Tempestad de estrecho.
Curiosa tropa de hambrientos de sudor de otros.
Penosa ascensión por el desfiladero de los eunucos.
Sofocante calor en la cofradía de los agresores.
Pavoroso viento de incendiaria envidia.
El dinero cierra tantas bocas.
Ardua tarea lavar esta afrenta.
Sella el oro las jadeantes fugas de vuestro estanque de deshonor.
Destripadores de estrellas.
Zorras falderas e insalubres.
Raya en lo obsceno vuestra orondidad.
Vivís menguando la felicidad a otros y en este caso a mi.
Esquirlas de plomo en las alas de los ángeles.
Sobreviviré a la deflagración.
Terroristas portuarias que atentáis contra lo celeste.
Princesas del lodo que ametralláis floridas primaveras.
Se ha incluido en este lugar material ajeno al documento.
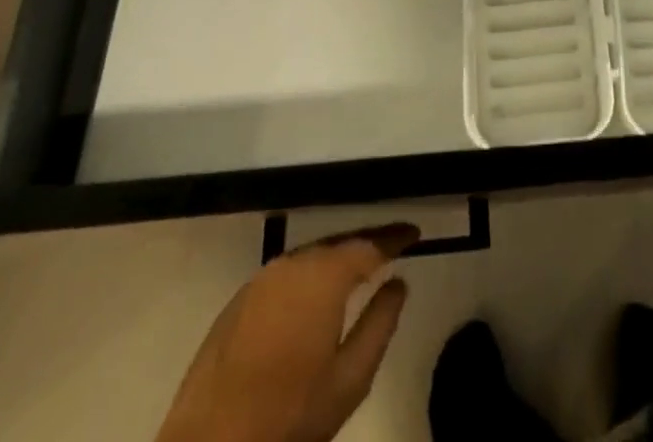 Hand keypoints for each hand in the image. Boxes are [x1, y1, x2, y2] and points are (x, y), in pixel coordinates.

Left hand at [154, 224, 418, 441]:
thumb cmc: (288, 419)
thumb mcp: (350, 380)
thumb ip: (380, 323)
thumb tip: (398, 283)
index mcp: (324, 275)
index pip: (370, 244)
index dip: (396, 237)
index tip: (416, 233)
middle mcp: (292, 264)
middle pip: (338, 243)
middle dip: (366, 244)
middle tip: (391, 249)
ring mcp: (260, 281)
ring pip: (310, 257)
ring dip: (335, 260)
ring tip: (358, 269)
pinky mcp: (236, 303)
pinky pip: (285, 276)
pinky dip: (307, 277)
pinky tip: (314, 296)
Nada es azar en esta emboscada.
Ramillete de ensangrentados cuchillos.
La felicidad como la vida penden a menudo de un hilo.
Ruina con banda sonora de jadeos y estertores.

Perder

Besaré tus pies para pedir perdón.
Te quiero con el animo de obtener.
Poco pido para mi.
¿Que es ganar.?
Si tu sabes que mi bien esta en perder.